A Sticky Business for Jammy Conservator
The tins are from a box that was found under a bed at Cape Adare and came from Borchgrevink’s expedition.
Before we opened the wooden box the label on the top and the stenciled information on the sides told us much of what we needed to know about the history of the case and what it contained – six dozen tins of jam.
The box had been found under a bed at Cape Adare and came from Borchgrevink’s 1898-1900 British Antarctic Expedition. Borchgrevink is named on the lid in bold stenciling, as is Sir George Newnes, the wealthy magazine publisher who donated funds for the expedition.
The box had never been opened but as it was oozing sticky, sugary syrup conservator Martin took the lid off and we were astonished to see that it looked as if the tins had been wrapped and packed in sawdust only the week before! Even the sawdust smelt fresh and piney.

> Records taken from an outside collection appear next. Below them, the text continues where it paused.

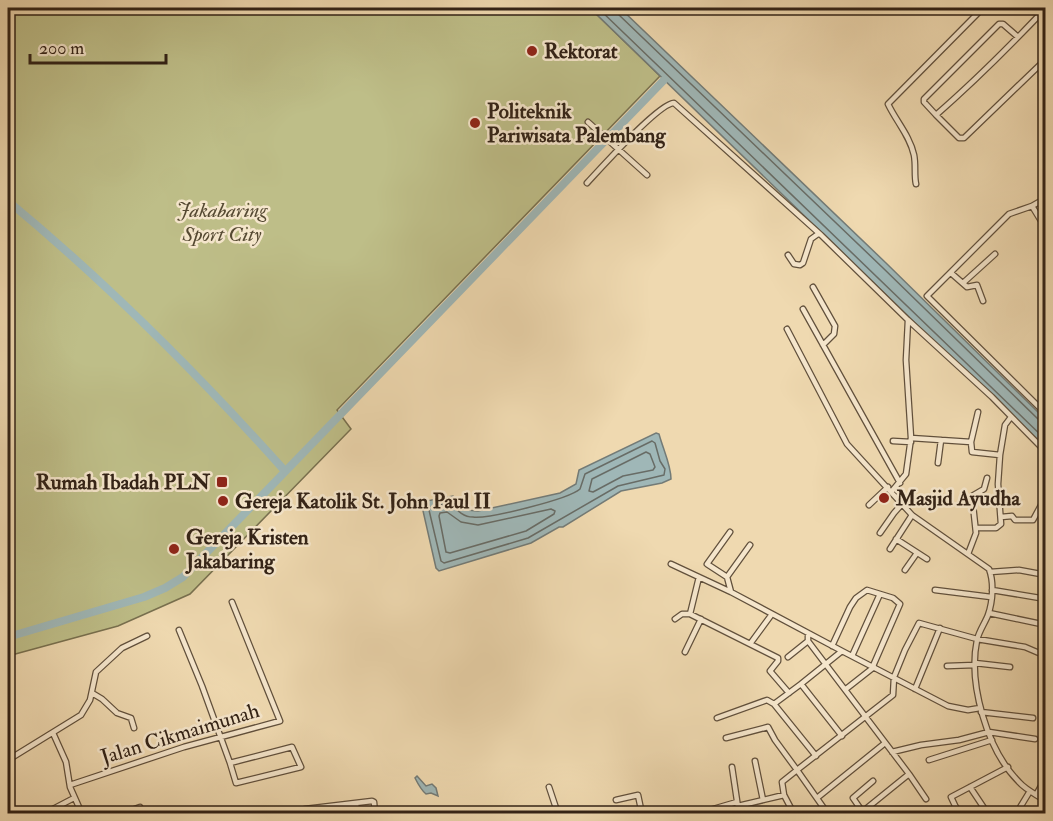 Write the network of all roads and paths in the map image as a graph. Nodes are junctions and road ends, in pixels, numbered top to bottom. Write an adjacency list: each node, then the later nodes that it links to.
1 (983, 8): 10 (street)
2 (1046, 8): 3 (street)
3 (1018, 37): 5 (street); 5 (street)
4 (1046, 59): 5 (street)
5 (936, 115)
6 (588, 122): 7 (street)
7 (619, 150): 8 (street); 9 (street); 14 (street)
8 (647, 175)
9 (587, 183)
10 (916, 184)
11 (1046, 198): 12 (street)
12 (1032, 206): 13 (street); 17 (street)
13 (1046, 229)
14 (819, 234): 16 (street); 22 (street)
15 (995, 254): 18 (street)
16 (788, 255)
17 (951, 273): 18 (street); 26 (street)
18 (963, 284): 20 (street)
19 (813, 287): 24 (street)
20 (983, 301)
21 (802, 309): 24 (street)
22 (908, 320): 27 (street); 28 (street)
23 (787, 329): 37 (street)
24 (823, 345): 36 (street)
25 (978, 412): 31 (street)
26 (1046, 414)
27 (1011, 417): 32 (street); 33 (street)
28 (911, 440): 29 (street); 30 (street); 36 (street)
29 (941, 440): 31 (street); 34 (street)
30 (893, 441)
31 (971, 442): 33 (street)
32 (1046, 452)
33 (999, 455): 42 (street)
34 (938, 463)
35 (987, 478): 43 (street)
36 (900, 483): 37 (street)
37 (890, 489): 39 (street); 40 (street)
38 (1046, 496): 42 (street)
39 (902, 504): 41 (street); 45 (street)
40 (869, 505)
41 (912, 515): 46 (street); 50 (street)
42 (1001, 517): 43 (street)
43 (976, 528): 50 (street)
44 (730, 532): 57 (street)
45 (880, 533)
46 (896, 540): 48 (street); 49 (street)
47 (750, 545): 57 (street)
48 (890, 549)
49 (917, 553): 51 (street); 53 (street)
50 (968, 554): 54 (street)
51 (927, 559)
52 (671, 564): 56 (street)
53 (905, 570)
54 (990, 572): 55 (street); 59 (street)
55 (1046, 575)
56 (699, 577): 60 (street); 65 (street)
57 (727, 577): 60 (street)
58 (935, 590): 62 (street)
59 (992, 590): 62 (street); 63 (street)
60 (731, 592): 66 (street)
61 (880, 594): 78 (street); 81 (street); 87 (street)
62 (991, 597): 67 (street)
63 (1046, 599)
64 (232, 602): 104 (street, Jalan Cikmaimunah)
65 (690, 614): 68 (street); 69 (street)
66 (772, 614): 73 (street); 77 (street)
67 (989, 614): 70 (street); 75 (street)
68 (675, 618)
69 (701, 619): 77 (street); 80 (street)
70 (1046, 625)
71 (940, 628): 75 (street); 89 (street); 92 (street)
72 (179, 630): 104 (street)
73 (807, 633): 76 (street); 78 (street)
74 (147, 636): 93 (street)
75 (977, 639): 82 (street); 85 (street)
76 (808, 641): 83 (street); 84 (street)
77 (750, 644): 94 (street)
78 (832, 646): 79 (street)
79 (842, 651): 81 (street); 84 (street)
80 (685, 652)
81 (852, 656): 87 (street)
82 (1046, 656)
83 (788, 657)
84 (825, 664): 90 (street); 91 (street)
85 (975, 664): 86 (street); 88 (street); 96 (street)
86 (946, 666)
87 (873, 667): 89 (street); 91 (street)
88 (1010, 667)
89 (894, 677): 92 (street); 97 (street)
90 (801, 684): 94 (street); 103 (street)
91 (846, 689): 97 (street)
92 (915, 689): 96 (street)
93 (92, 693): 100 (street); 102 (street)
94 (789, 693): 95 (street)
95 (774, 704): 98 (street); 110 (street)
96 (980, 710): 99 (street); 101 (street)
97 (866, 717): 103 (street); 108 (street)
98 (717, 718)
99 (1033, 718)
100 (134, 728)
101 (989, 732): 106 (street); 107 (street); 109 (street)
102 (53, 733): 111 (street); 121 (street)
103 (842, 736): 110 (street)
104 (219, 738): 114 (street); 121 (street, Jalan Cikmaimunah)
105 (726, 738): 117 (street)
106 (1035, 739)
107 (992, 740): 112 (street); 116 (street)
108 (885, 743): 109 (street); 128 (street)
109 (892, 752): 118 (street)
110 (816, 756): 117 (street)
111 (8, 760)
112 (929, 760)
113 (755, 761): 131 (street)
114 (230, 763): 114 (street)
115 (732, 767): 134 (street)
116 (1008, 767): 123 (street); 124 (street)
117 (797, 770): 125 (street); 128 (street)
118 (909, 774): 129 (street); 139 (street)
119 (1046, 777): 126 (street)
120 (873, 781): 139 (street)
121 (70, 785): 127 (street)
122 (549, 787): 148 (street)
123 (970, 787): 137 (street); 157 (street)
124 (1030, 791): 126 (street); 158 (street)
125 (784, 795): 131 (street); 152 (street)
126 (1036, 795): 132 (street)
127 (74, 798): 141 (street); 142 (street)
128 (817, 798): 140 (street)
129 (926, 798)
130 (616, 800): 149 (street)
131 (763, 800): 134 (street)
132 (1046, 801)
133 (356, 803): 135 (street); 146 (street); 147 (street)
134 (737, 804): 150 (street); 151 (street)
135 (337, 805): 138 (street); 145 (street)
136 (140, 807): 143 (street)
137 (956, 807): 155 (street); 156 (street)
138 (320, 811): 144 (street)
139 (863, 811): 154 (street)
140 (827, 812): 153 (street)
141 (49, 813)
142 (82, 813)
143 (121, 813)
144 (302, 813)
145 (337, 813)
146 (357, 813)
147 (375, 813)
148 (558, 813)
149 (642, 813)
150 (696, 813)
151 (739, 813)
152 (794, 813)
153 (820, 813)
154 (870, 813)
155 (947, 813)
156 (959, 813)
157 (988, 813)
158 (1016, 813) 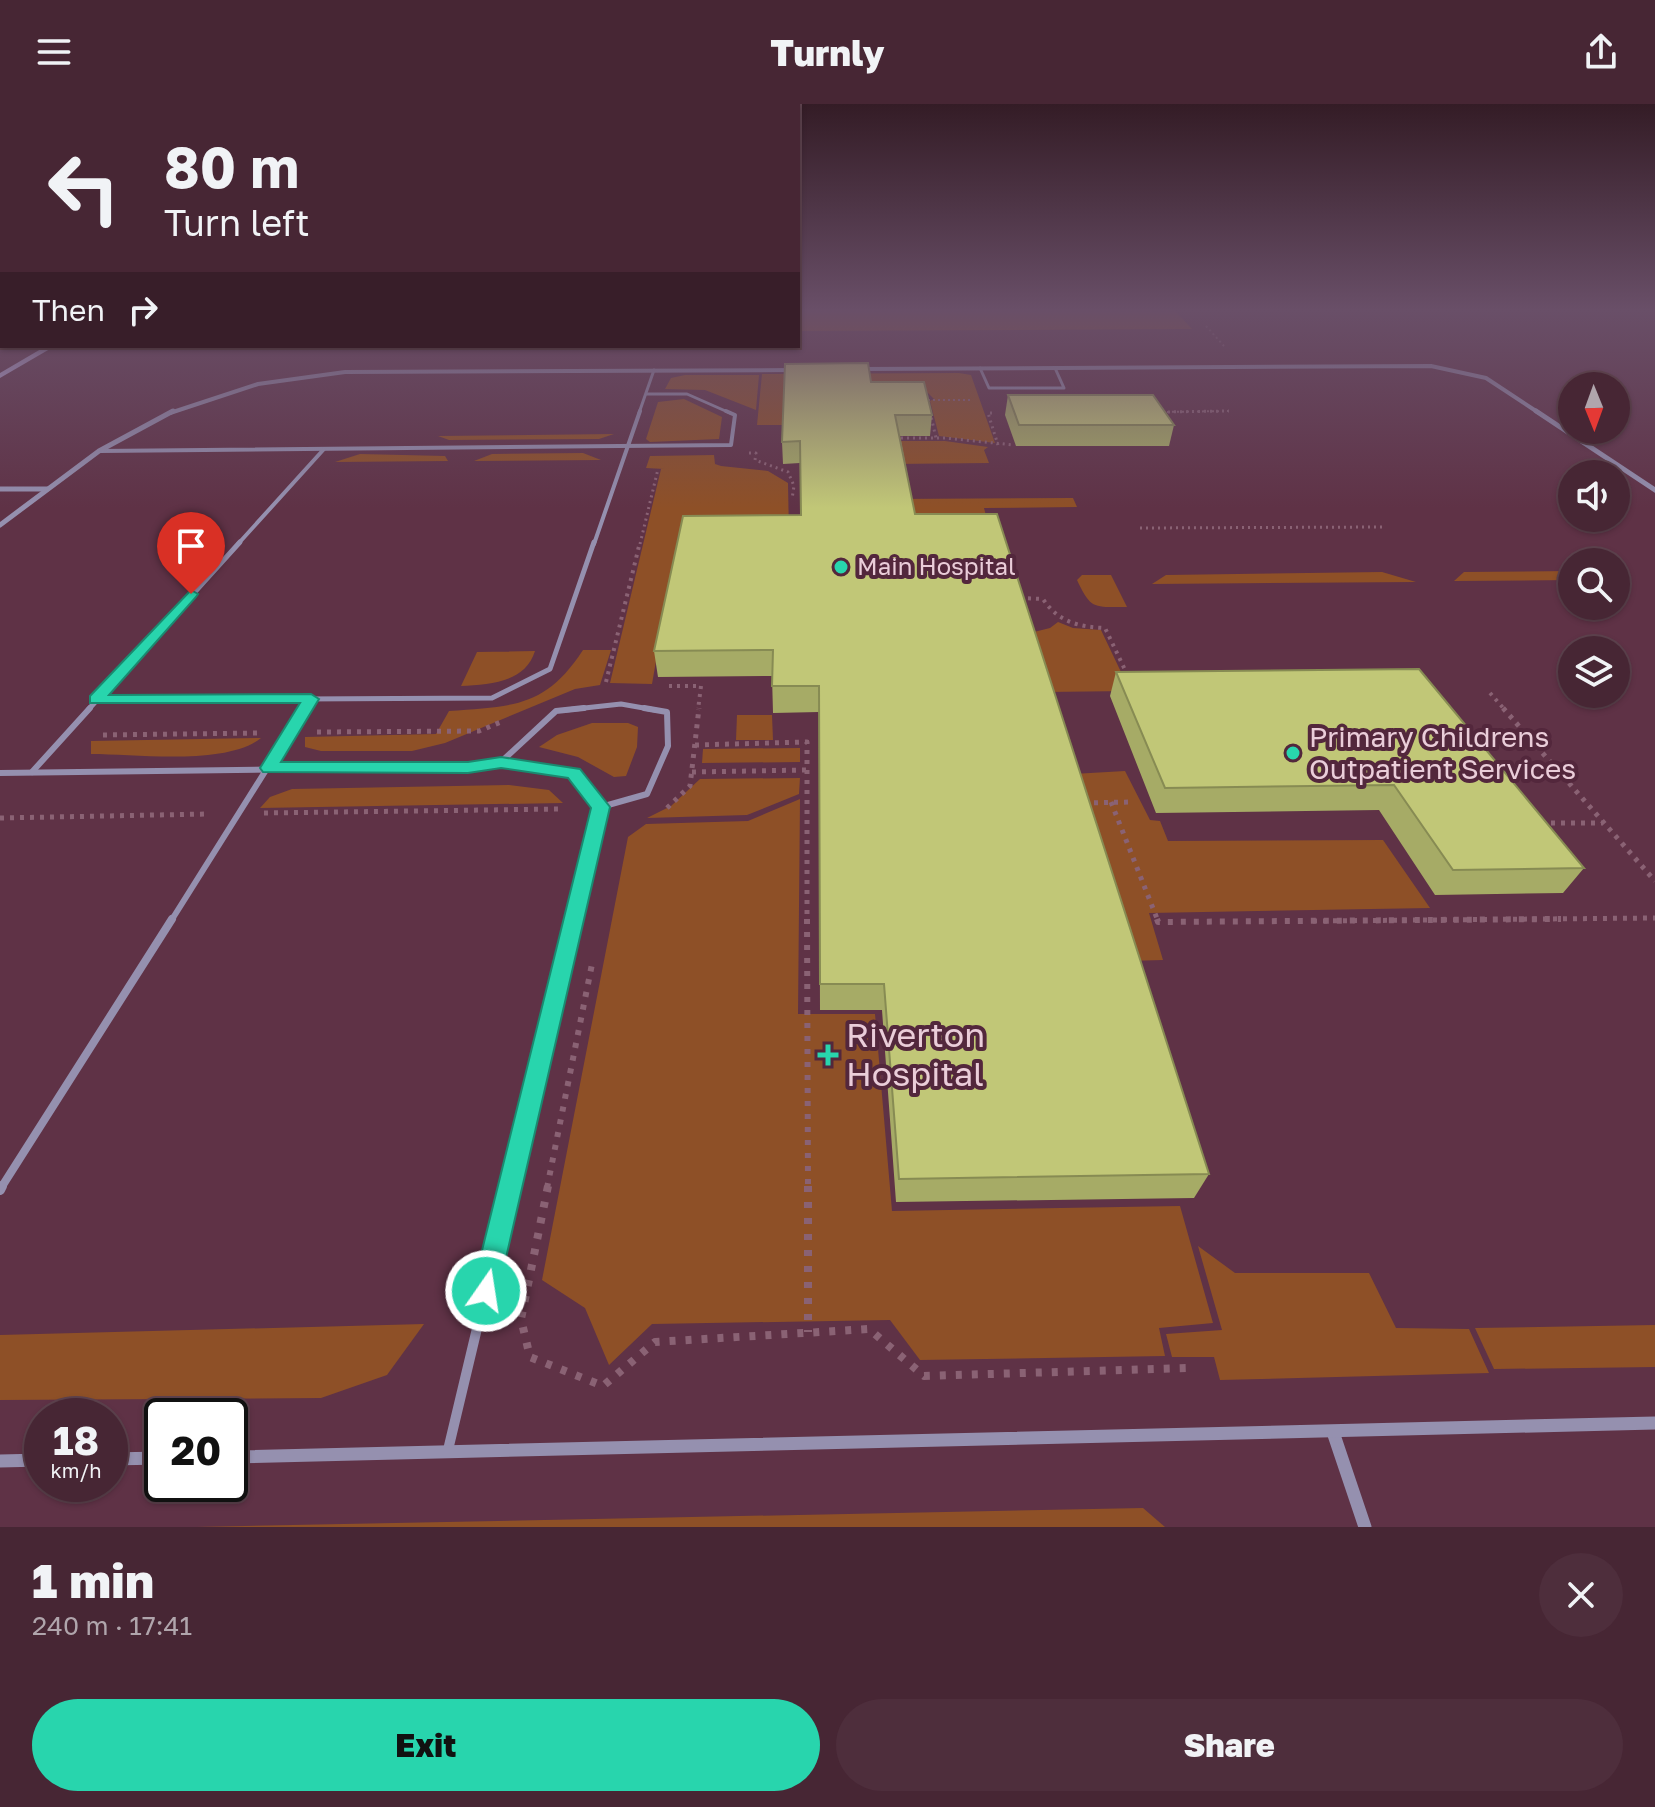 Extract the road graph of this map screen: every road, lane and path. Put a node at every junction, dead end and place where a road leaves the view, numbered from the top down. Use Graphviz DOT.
graph roads {
  1 [pos="320,375"];
  2 [pos="652,375"];
  3 [pos="983,375"];
  4 [pos="1058,375"];
  5 [pos="1477,375"];
  6 [pos="647,394"];
  7 [pos="927,400"];
  8 [pos="1229,411"];
  9 [pos="1157,412"];
  10 [pos="1002,413"];
  11 [pos="884,438"];
  12 [pos="936,438"];
  13 [pos="998,445"];
  14 [pos="1014,445"];
  15 [pos="629,446"];
  16 [pos="324,449"];
  17 [pos="99,451"];
  18 [pos="756,453"];
  19 [pos="650,469"];
  20 [pos="0,489"];
  21 [pos="48,489"];
  22 [pos="1655,490"];
  23 [pos="792,499"];
  24 [pos="0,525"];
  25 [pos="1384,527"];
  26 [pos="1140,528"];
  27 [pos="1015,598"];
  28 [pos="1128,677"];
  29 [pos="605,686"];
  30 [pos="1490,693"];
  31 [pos="311,699"];
  32 [pos="96,700"];
  33 [pos="262,733"];
  34 [pos="103,735"];
  35 [pos="695,745"];
  36 [pos="501,762"];
  37 [pos="269,768"];
  38 [pos="807,770"];
  39 [pos="32,772"];
  40 [pos="692,772"];
  41 [pos="0,773"];
  42 [pos="1111,802"];
  43 [pos="1130,802"];
  44 [pos="1083,803"];
  45 [pos="601,807"];
  46 [pos="560,809"];
  47 [pos="259,813"];
  48 [pos="208,814"];
  49 [pos="0,818"];
  50 [pos="1539,823"];
  51 [pos="1604,823"];
  52 [pos="1655,881"];
  53 [pos="1655,918"];
  54 [pos="594,952"];
  55 [pos="0,1190"];
  56 [pos="808,1332"];
  57 [pos="1188,1368"];
  58 [pos="1655,1423"];
  59 [pos="1333,1432"];
  60 [pos="447,1454"];
  61 [pos="248,1457"];
  62 [pos="24,1460"];
  63 [pos="0,1461"];
  64 [pos="1365,1527"];
  1 -- 17 [label="street"];
  2 -- 6 [label="lane"];
  3 -- 4 [label="lane"];
  5 -- 22 [label="street"];
  6 -- 15 [label="lane"];
  6 -- 15 [label="lane"];
  7 -- 12 [label="path"];
  8 -- 9 [label="path"];
  10 -- 13 [label="path"];
  11 -- 12 [label="path"];
  12 -- 13 [label="path"];
  13 -- 14 [label="path"];
  15 -- 16 [label="lane"];
  15 -- 31 [label="lane"];
  16 -- 17 [label="lane"];
  16 -- 32 [label="lane"];
  17 -- 21 [label="street"];
  18 -- 23 [label="path"];
  19 -- 29 [label="path"];
  20 -- 21 [label="street"];
  21 -- 24 [label="street"];
  25 -- 26 [label="path"];
  27 -- 28 [label="path"];
  30 -- 51 [label="path"];
  31 -- 32 [label="lane"];
  31 -- 37 [label="lane"];
  32 -- 39 [label="lane"];
  33 -- 34 [label="path"];
  35 -- 38 [label="path"];
  36 -- 37 [label="lane"];
  36 -- 45 [label="lane"];
  36 -- 45 [label="lane"];
  37 -- 39 [label="lane"];
  37 -- 55 [label="lane"];
  38 -- 40 [label="path"];
  38 -- 56 [label="path"];
  39 -- 41 [label="lane"];
  42 -- 43 [label="path"];
  42 -- 44 [label="path"];
  42 -- 53 [label="path"];
  45 -- 60 [label="lane"];
  46 -- 47 [label="path"];
  48 -- 49 [label="path"];
  50 -- 51 [label="path"];
  51 -- 52 [label="path"];
  54 -- 56 [label="path"];
  56 -- 57 [label="path"];
  58 -- 59 [label="street"];
  59 -- 60 [label="street"];
  59 -- 64 [label="street"];
  60 -- 61 [label="street"];
  62 -- 63 [label="street"];
}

Underneath their wrappers many of the tins were in very good condition, almost like new, and have a beautiful iridescent, blue hand-painted lacquer coating contrasting with the decorative red and gold labels – we all wished we still had tins like this.
Unpacking and counting the tins we noted the eight flavours – raspberry, gooseberry, cherry and currant, plum, apricot, raspberry and currant, strawberry and my favourite, black currant. Just visible on the paper label on the box lid was a hand-written record of the contents including 9 raspberry and 12 gooseberry, and indeed the tins inside tallied exactly with the list.
We opened those that were leaking and emptied out the jam, keeping samples for future research, before treating the tins. All the jams looked new, smelt sweet and delicious, and were gorgeous colours. The strawberry and black currant even had little berries in them. But no, however tempting they looked, we didn’t try them!
All the Heroic Era Antarctic expeditions had to take huge quantities of food supplies with them, and we know that Borchgrevink took enough to last him three years including a ton of marmalade, a ton of Irish butter, and five tons of bread. Their daily menus appear to have been quite repetitive and in his diary Borchgrevink notes that every day their lunch would include cocoa, cabin biscuits, jam and marmalade.
As with much of Borchgrevink’s supplies the jam came from The Military Equipment Stores and Tortoise Tents Company but unfortunately the company no longer exists.
Likewise, the manufacturer of the jam tins, C&E Morton, who specialized in preserved foods closed its last factory in Lowestoft in 1988. But in 1897 it had factories in Aberdeen, Falmouth and Millwall; and left a sporting legacy as it was the Morton’s tinsmiths who, in 1885, established the Millwall Football Club.